But bare-knuckles approach might not work with China

“This agreement is visionary and innovative, and it underscores a pattern of failure by previous administrations to negotiate fair and reciprocal trade deals,” a senior administration official told reporters Tuesday night.
South Korea agreed to limit its steel exports to the United States, a key U.S. goal, and take several steps to open its auto market to American companies. In return, President Donald Trump agreed to exempt South Korea from his new 25 percent tariff on imported steel.
But threatening negotiating partners with tariffs unless they make concessions, as the United States did with South Korea, is a tactic that Washington often used before the creation of the World Trade Organization, though one that did little to reduce bilateral trade deficits.

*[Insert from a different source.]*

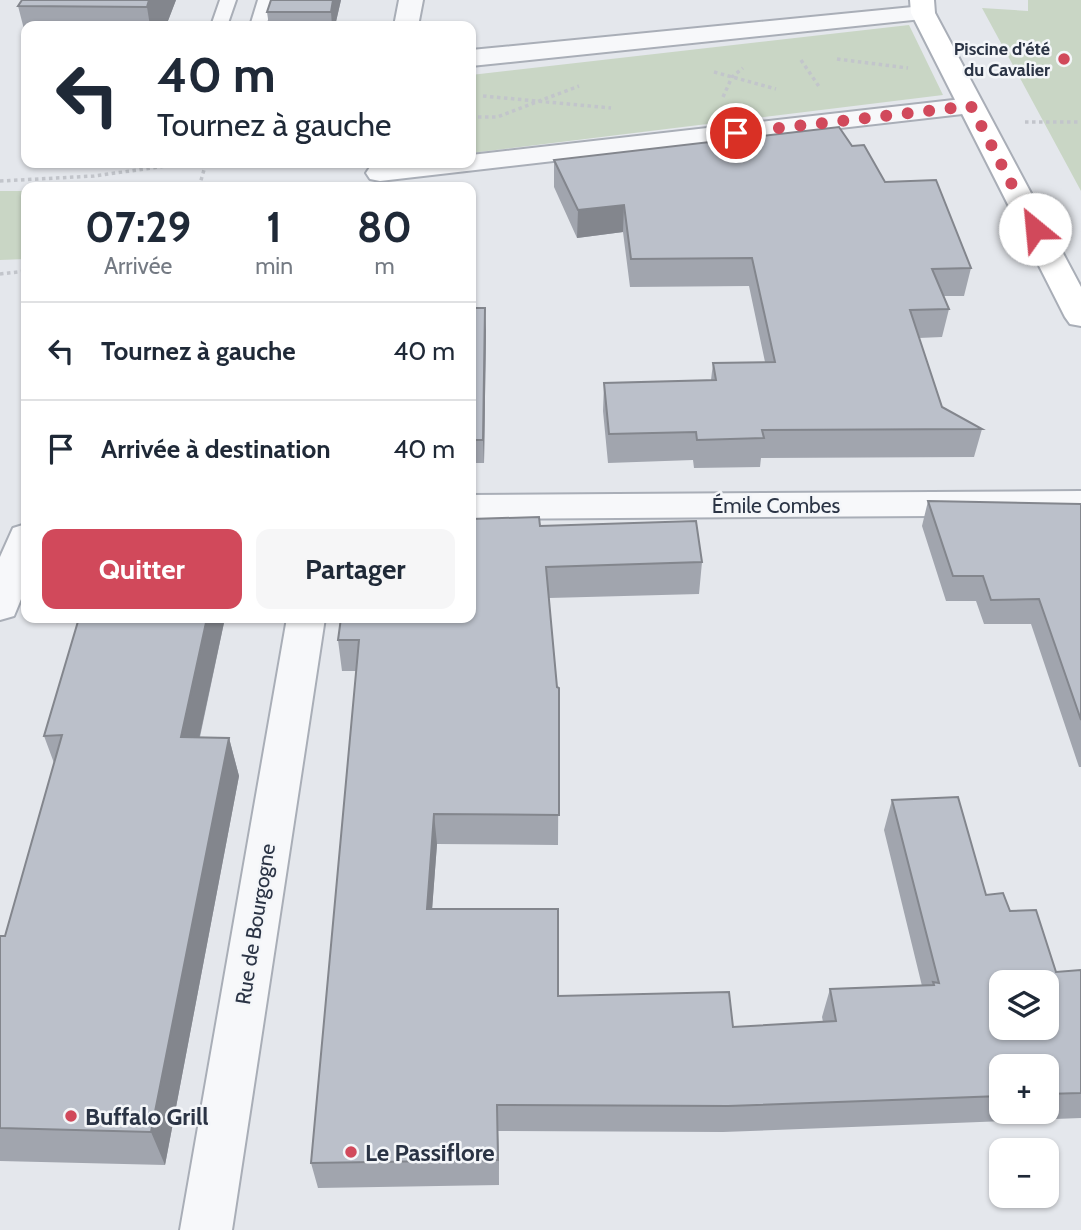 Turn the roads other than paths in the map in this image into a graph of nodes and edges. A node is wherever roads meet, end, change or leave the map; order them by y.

It also may prove a riskier strategy when U.S. negotiators take on more powerful countries, including China, the largest U.S. trading partner. U.S. negotiators also confront a longer list of issues in talks aimed at renegotiating another trade deal, the North American Free Trade Agreement.
Lori Wallach, director of Public Citizen’s Global Trade Watch, said the “limited” achievements in the new South Korean accord fell short of the revolution in trade policy that the president has promised.
Still, administration officials regard the South Korean agreement as a big political win for the president and a sign of fundamental change in Washington’s approach to trade disputes.
For nearly a quarter-century, the U.S. government has taken most of its complaints about unfair trade practices to the WTO. The Geneva-based global trade body presides over a quasi-judicial process designed to drain the political heat from disputes, with final settlements often taking years to materialize.
Trump and his chief trade negotiator, Robert Lighthizer, lack faith in the multilateral trading system that Republicans and Democrats have shared since the WTO’s founding in 1995. They prefer a nationalistic approach that offers access to the U.S. economy while threatening unilateral tariffs.
The administration’s approach appears to have succeeded in this instance.